===== SUPPLIED INFORMATION

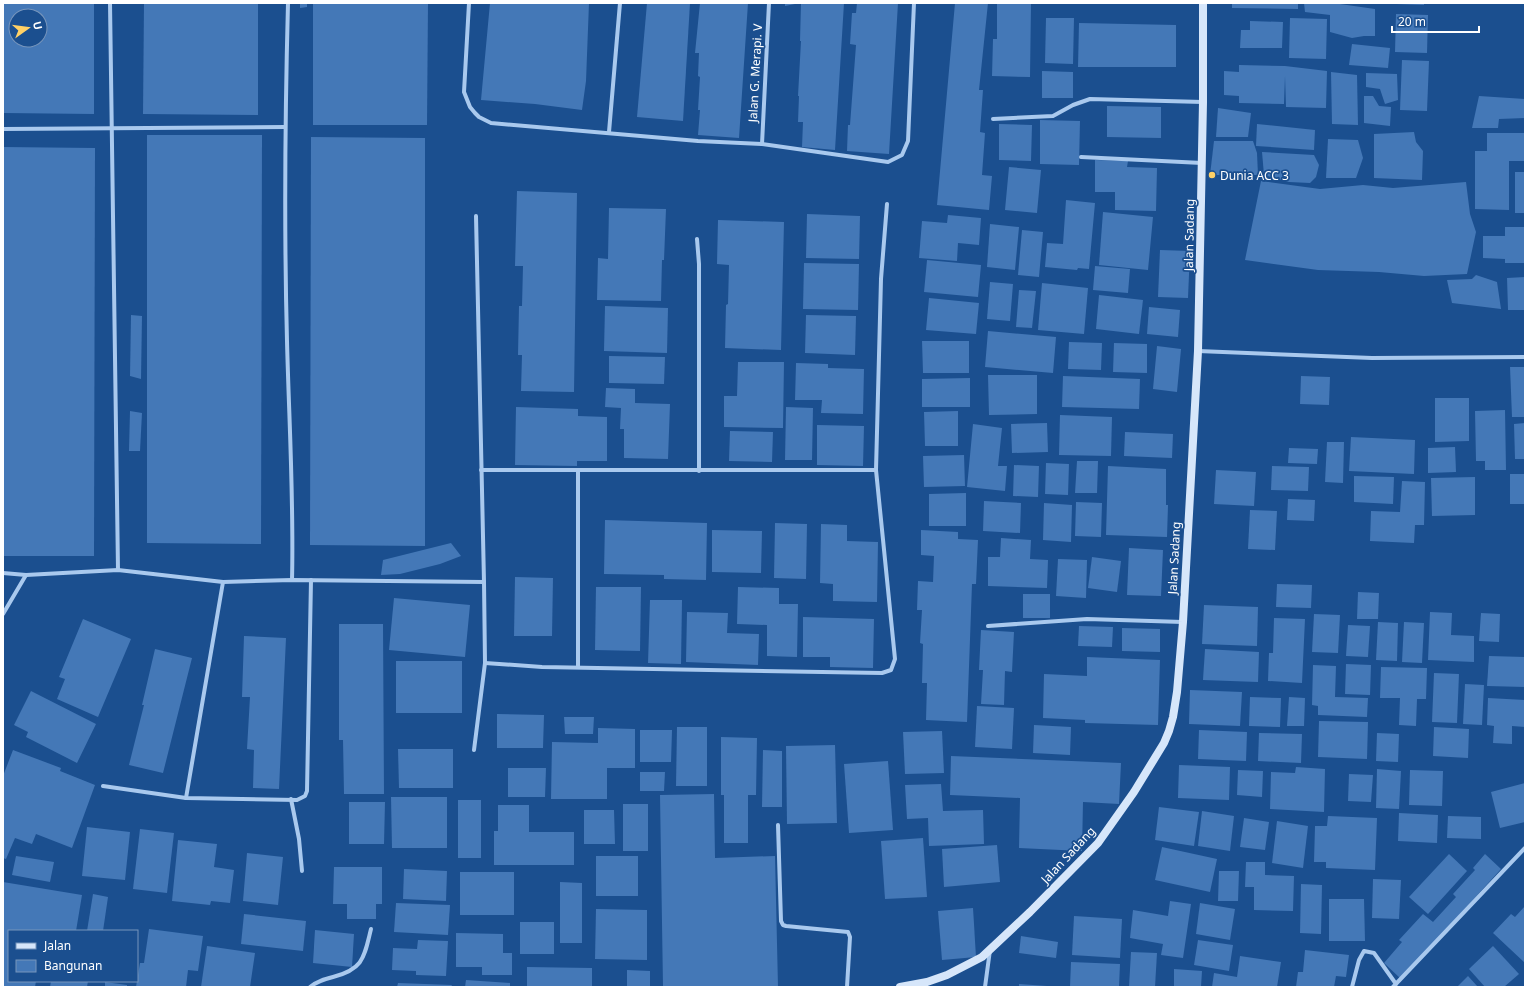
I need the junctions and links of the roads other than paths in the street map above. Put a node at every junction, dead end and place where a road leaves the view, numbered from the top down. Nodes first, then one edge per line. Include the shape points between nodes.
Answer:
1 (110, 3) edge
2 (288, 3) edge
3 (469, 3) edge
4 (620, 3) edge
5 (769, 3) edge
6 (914, 3) edge
7 (1203, 3) edge
8 (1203, 102) junction
9 (993, 119) dead end
10 (285, 127) junction
11 (113, 128) junction
12 (3, 129) edge
13 (609, 132) junction
14 (762, 144) junction
15 (1081, 157) dead end
16 (1202, 163) junction
17 (887, 204) dead end
18 (476, 216) dead end
19 (697, 239) dead end
20 (1198, 351) junction
21 (1525, 357) edge
22 (481, 470) junction
23 (876, 470) junction
24 (578, 471) junction
25 (699, 471) junction
26 (118, 570) junction
27 (3, 573) edge
28 (26, 575) junction
29 (292, 580) junction
30 (311, 580) junction
31 (224, 582) junction
32 (484, 582) junction
33 (3, 614) edge
34 (1183, 622) junction
35 (988, 626) dead end
36 (485, 664) junction
37 (578, 667) junction
38 (474, 750) dead end
39 (102, 786) dead end
40 (186, 798) junction
41 (291, 799) junction
42 (778, 825) dead end
43 (1525, 848) edge
44 (302, 871) dead end
45 (371, 929) dead end
46 (990, 950) junction
47 (1395, 986) edge
48 (310, 987) edge
49 (847, 987) edge
50 (900, 987) edge
51 (985, 987) edge
52 (1352, 987) edge

1 - 11 street
2 - 10 street
3 - 13 street via 464,92 470,107 479,117 491,123
4 - 13 street
5 - 14 street, Jalan G. Merapi. V
6 - 14 street via 908,140 902,155 888,162
7 - 8 street, Jalan Sadang
8 - 9 street via 1090,99 1053,116
8 - 16 street, Jalan Sadang
10 - 11 street
10 - 29 street
11 - 12 street
11 - 26 street
13 - 14 street via 698,141
15 - 16 street
16 - 20 street, Jalan Sadang
17 - 23 street via 881,279
18 - 22 street
19 - 25 street
20 - 21 street via 1372,358
20 - 34 street, Jalan Sadang
22 - 24 street
22 - 32 street
23 - 25 street
23 - 37 street via 895,659 891,670 882,673
24 - 25 street
24 - 37 street
26 - 28 street
26 - 31 street
27 - 28 street
28 - 33 street
29 - 30 street
29 - 31 street
30 - 32 street
30 - 41 street via 307,792 301,799
31 - 40 street
32 - 36 street
34 - 35 street via 1086,619
34 - 46 street, Jalan Sadang via 1174,717 1164,743 1098,843
36 - 37 street
36 - 38 street
39 - 40 street
40 - 41 street
41 - 44 street
42 - 49 street via 781,921 786,926 848,932 850,936
43 - 47 street
45 - 48 street via 364,954 357,966 347,973 322,980
46 - 50 street, Jalan Sadang via 982,957 947,975 928,982
46 - 51 street
47 - 52 street via 1374,953 1364,951

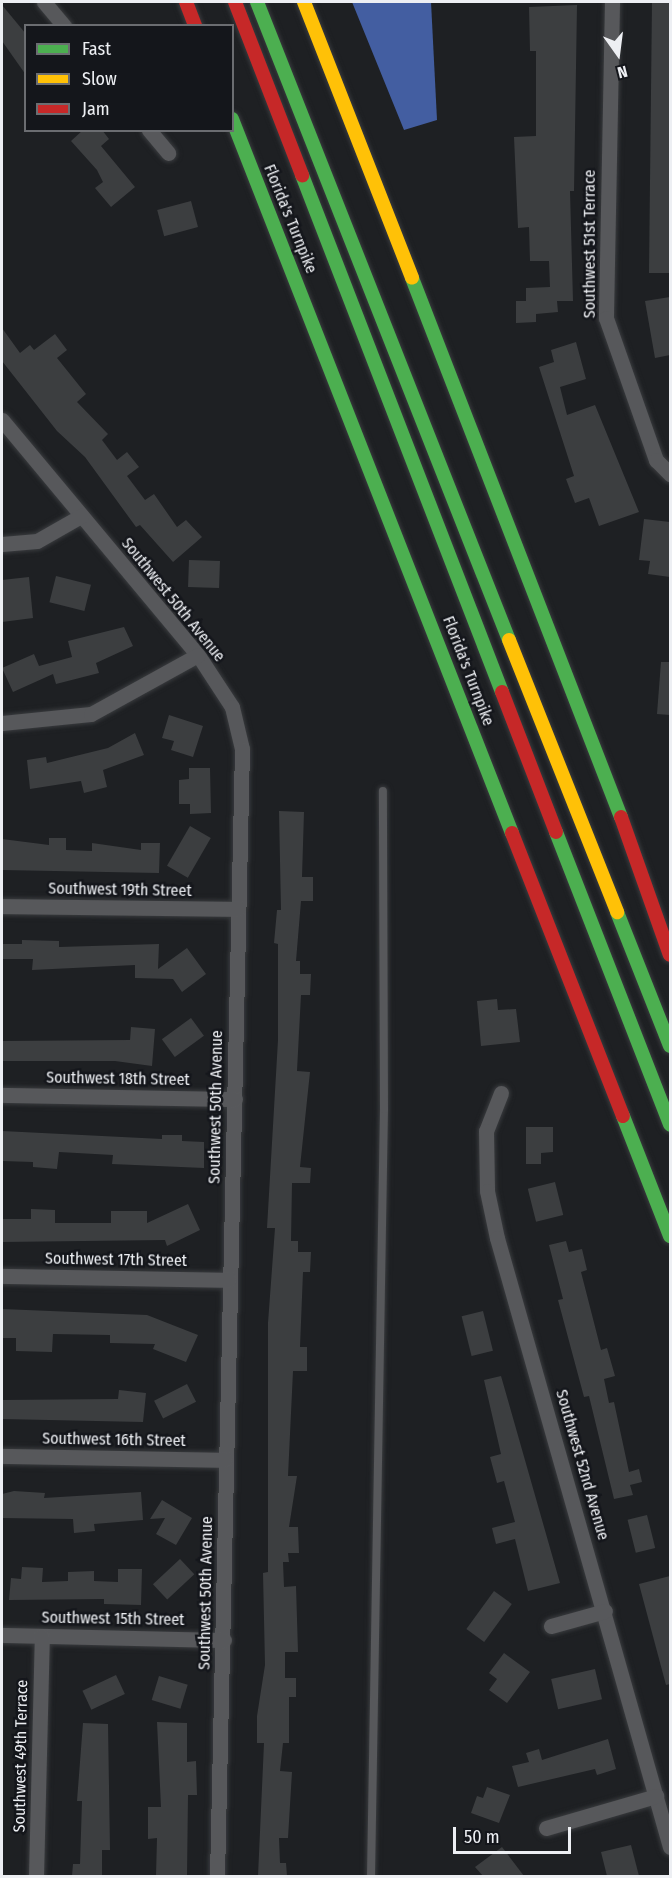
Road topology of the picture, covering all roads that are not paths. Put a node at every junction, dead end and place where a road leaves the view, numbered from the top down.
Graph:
1 (44, 2) edge
2 (186, 2) edge
3 (235, 2) edge
4 (257, 2) edge
5 (304, 2) edge
6 (612, 2) edge
7 (62, 24) edge
8 (194, 24) edge
9 (234, 124) edge
10 (151, 132) edge
11 (168, 153) dead end
12 (2, 420) edge
13 (670, 473) edge
14 (81, 516) junction
15 (2, 544) edge
16 (198, 655) junction
17 (2, 723) edge
18 (383, 791) dead end
19 (2, 906) edge
20 (238, 909) junction
21 (670, 955) edge
22 (670, 1046) edge
23 (501, 1093) dead end
24 (2, 1095) edge
25 (235, 1099) junction
26 (670, 1125) edge
27 (670, 1236) edge
28 (2, 1276) edge
29 (229, 1280) junction
30 (2, 1456) edge
31 (225, 1460) junction
32 (605, 1611) junction
33 (551, 1626) dead end
34 (2, 1635) edge
35 (42, 1636) junction
36 (224, 1640) junction
37 (656, 1796) junction
38 (546, 1828) dead end
39 (670, 1847) edge
40 (36, 1876) edge
41 (217, 1876) edge
42 (371, 1876) edge

1 - 7 street
2 - 8 highway
3 - 26 highway
4 - 22 highway
5 - 21 highway
6 - 13 street, Southwest 51st Terrace
9 - 27 highway, Florida's Turnpike
10 - 11 street
12 - 14 street, Southwest 50th Avenue
14 - 15 street
14 - 16 street, Southwest 50th Avenue
16 - 17 street
16 - 20 street, Southwest 50th Avenue
18 - 42 lane
19 - 20 street, Southwest 19th Street
20 - 25 street, Southwest 50th Avenue
23 - 32 street, Southwest 52nd Avenue
24 - 25 street, Southwest 18th Street
25 - 29 street, Southwest 50th Avenue
28 - 29 street, Southwest 17th Street
29 - 31 street, Southwest 50th Avenue
30 - 31 street, Southwest 16th Street
31 - 36 street, Southwest 50th Avenue
32 - 33 street
32 - 37 street, Southwest 52nd Avenue
34 - 35 street, Southwest 15th Street
35 - 36 street, Southwest 15th Street
35 - 40 street, Southwest 49th Terrace
36 - 41 street, Southwest 50th Avenue
37 - 38 street
37 - 39 street, Southwest 52nd Avenue

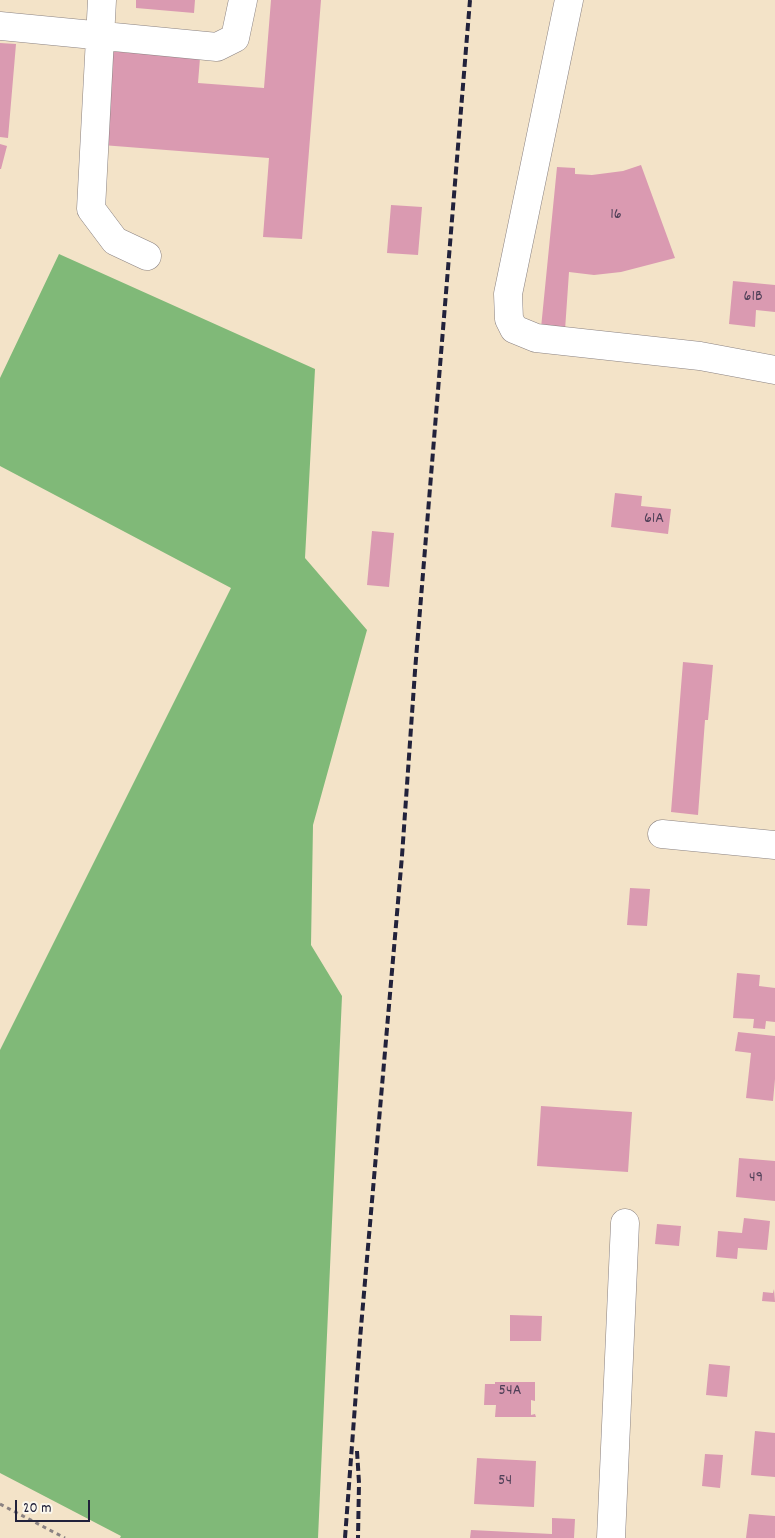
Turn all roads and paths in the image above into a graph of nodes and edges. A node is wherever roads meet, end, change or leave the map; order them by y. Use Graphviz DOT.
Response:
graph roads {
  1 [pos="102,0"];
  2 [pos="243,0"];
  3 [pos="569,0"];
  4 [pos="0,26"];
  5 [pos="100,35"];
  6 [pos="147,256"];
  7 [pos="775,370"];
  8 [pos="662,834"];
  9 [pos="775,845"];
  10 [pos="626,1223"];
  11 [pos="0,1504"];
  12 [pos="65,1538"];
  13 [pos="611,1538"];
  1 -- 5 [label="street"];
  2 -- 5 [label="street"];
  3 -- 7 [label="street"];
  4 -- 5 [label="street"];
  5 -- 6 [label="street"];
  8 -- 9 [label="street"];
  10 -- 13 [label="street"];
  11 -- 12 [label="path"];
}
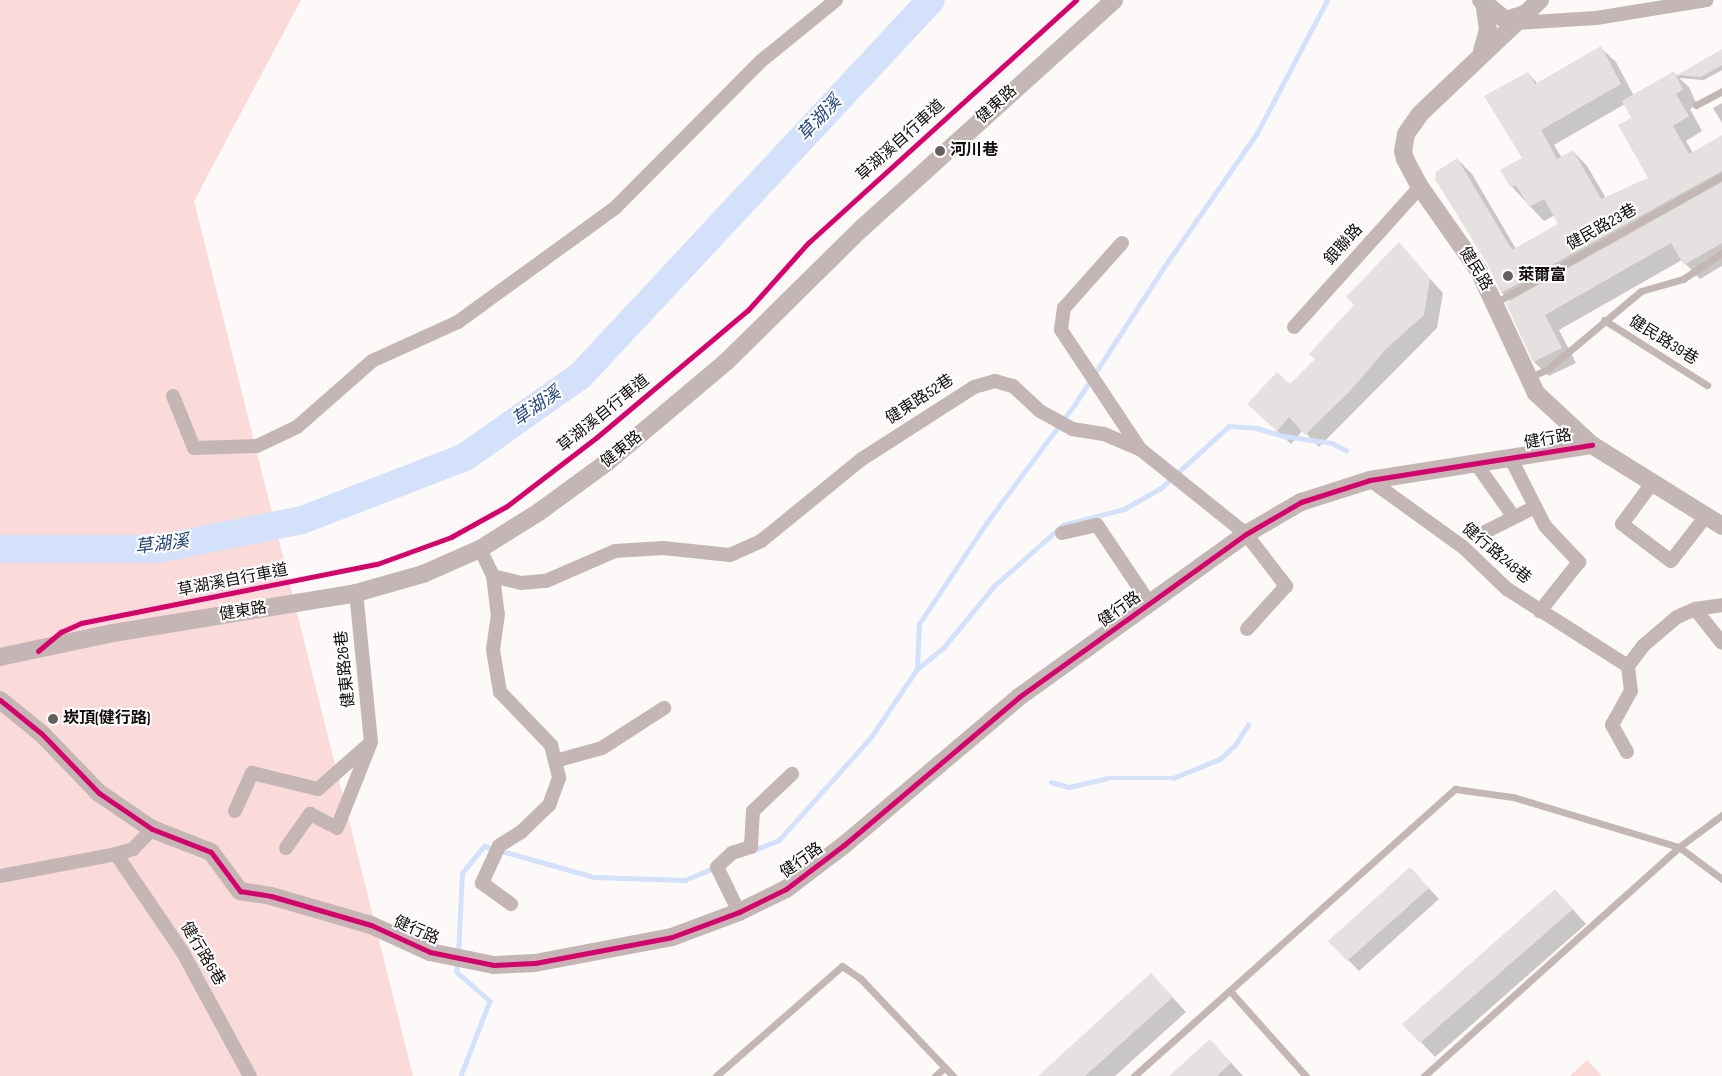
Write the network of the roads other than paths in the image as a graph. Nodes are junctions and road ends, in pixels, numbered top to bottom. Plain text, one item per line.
1 (836, 0) edge
2 (1114, 0) edge
3 (1707, 0) edge
4 (1489, 4) edge
5 (1529, 9) edge
6 (1480, 56) junction
7 (1722, 91) edge
8 (1696, 105) dead end
9 (1722, 176) edge
10 (1420, 187) junction
11 (1122, 243) dead end
12 (1722, 253) edge
13 (1494, 304) junction
14 (1604, 320) junction
15 (1294, 327) dead end
16 (1528, 378) junction
17 (1707, 385) dead end
18 (173, 396) dead end
19 (1592, 445) junction
20 (1140, 449) junction
21 (1511, 459) junction
22 (1476, 465) junction
23 (1370, 480) junction
24 (1653, 482) junction
25 (1535, 506) junction
26 (1513, 516) junction
27 (1706, 516) junction
28 (1722, 526) edge
29 (1485, 532) dead end
30 (1062, 533) dead end
31 (1246, 534) junction
32 (480, 549) junction
33 (493, 576) junction
34 (356, 593) junction
35 (1150, 604) junction
36 (1722, 605) edge
37 (1695, 609) junction
38 (1540, 611) junction
39 (1247, 629) dead end
40 (1722, 643) edge
41 (0, 657) edge
42 (1628, 666) junction
43 (0, 700) edge
44 (664, 708) dead end
45 (371, 742) junction
46 (1627, 752) dead end
47 (555, 761) junction
48 (792, 774) dead end
49 (235, 811) dead end
50 (1722, 815) edge
51 (152, 830) junction
52 (1679, 847) junction
53 (286, 848) dead end
54 (116, 854) junction
55 (0, 876) edge
56 (1722, 879) edge
57 (511, 904) dead end
58 (739, 912) junction
59 (1230, 991) junction
60 (945, 1068) junction
61 (250, 1076) edge
62 (716, 1076) edge
63 (935, 1076) edge
64 (953, 1076) edge
65 (1134, 1076) edge
66 (1306, 1076) edge
67 (1424, 1076) edge

1 - 18 street
2 - 32 street, 健東路
3 - 5 street
4 - 5 street
4 - 6 street
5 - 6 street, 健民路
6 - 10 street, 健民路
7 - 8 lane
9 - 13 lane, 健民路23巷
10 - 13 street, 健民路
10 - 15 street, 銀聯路
11 - 20 street
12 - 14 lane, 健民路39巷
13 - 16 street, 健民路
14 - 16 lane, 健民路39巷
14 - 17 lane, 健民路39巷
16 - 19 street, 健民路
19 - 21 street, 健行路
19 - 24 street, 健民路
20 - 31 street
20 - 33 street, 健東路52巷
21 - 22 street, 健行路
21 - 25 street
22 - 23 street, 健行路
22 - 26 street
23 - 31 street, 健行路
23 - 38 street, 健行路248巷
24 - 27 street, 健民路
24 - 27 street
25 - 26 street
25 - 38 street
26 - 29 street
27 - 28 street, 健民路
30 - 35 street
31 - 35 street, 健行路
31 - 39 street
32 - 33 street
32 - 34 street, 健東路
33 - 47 street
34 - 41 street, 健東路
34 - 45 street, 健東路26巷
35 - 58 street, 健行路
36 - 37 street
37 - 40 street
37 - 42 street
38 - 42 street, 健行路248巷
42 - 46 street
43 - 51 street, 健行路
44 - 47 street
45 - 49 street
45 - 53 street, 健東路26巷
47 - 57 street
48 - 58 street
50 - 52 lane
51 - 54 street
51 - 58 street, 健行路
52 - 56 lane
52 - 59 lane
52 - 67 lane
54 - 55 street
54 - 61 street, 健行路6巷
59 - 65 lane
59 - 66 lane
60 - 62 lane
60 - 63 lane
60 - 64 lane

==========

→ **ACTIVITY**
Report, from the entries above, each line where "other" is found.

→ **WRITTEN ANSWER**
I need the junctions and links of the roads other than paths in the street map above. Put a node at every junction, dead end and place where a road leaves the view, numbered from the top down. Nodes first, then one edge per line. Include the shape points between nodes.
Write the network of the roads other than paths in the image as a graph. Nodes are junctions and road ends, in pixels, numbered top to bottom. Plain text, one item per line.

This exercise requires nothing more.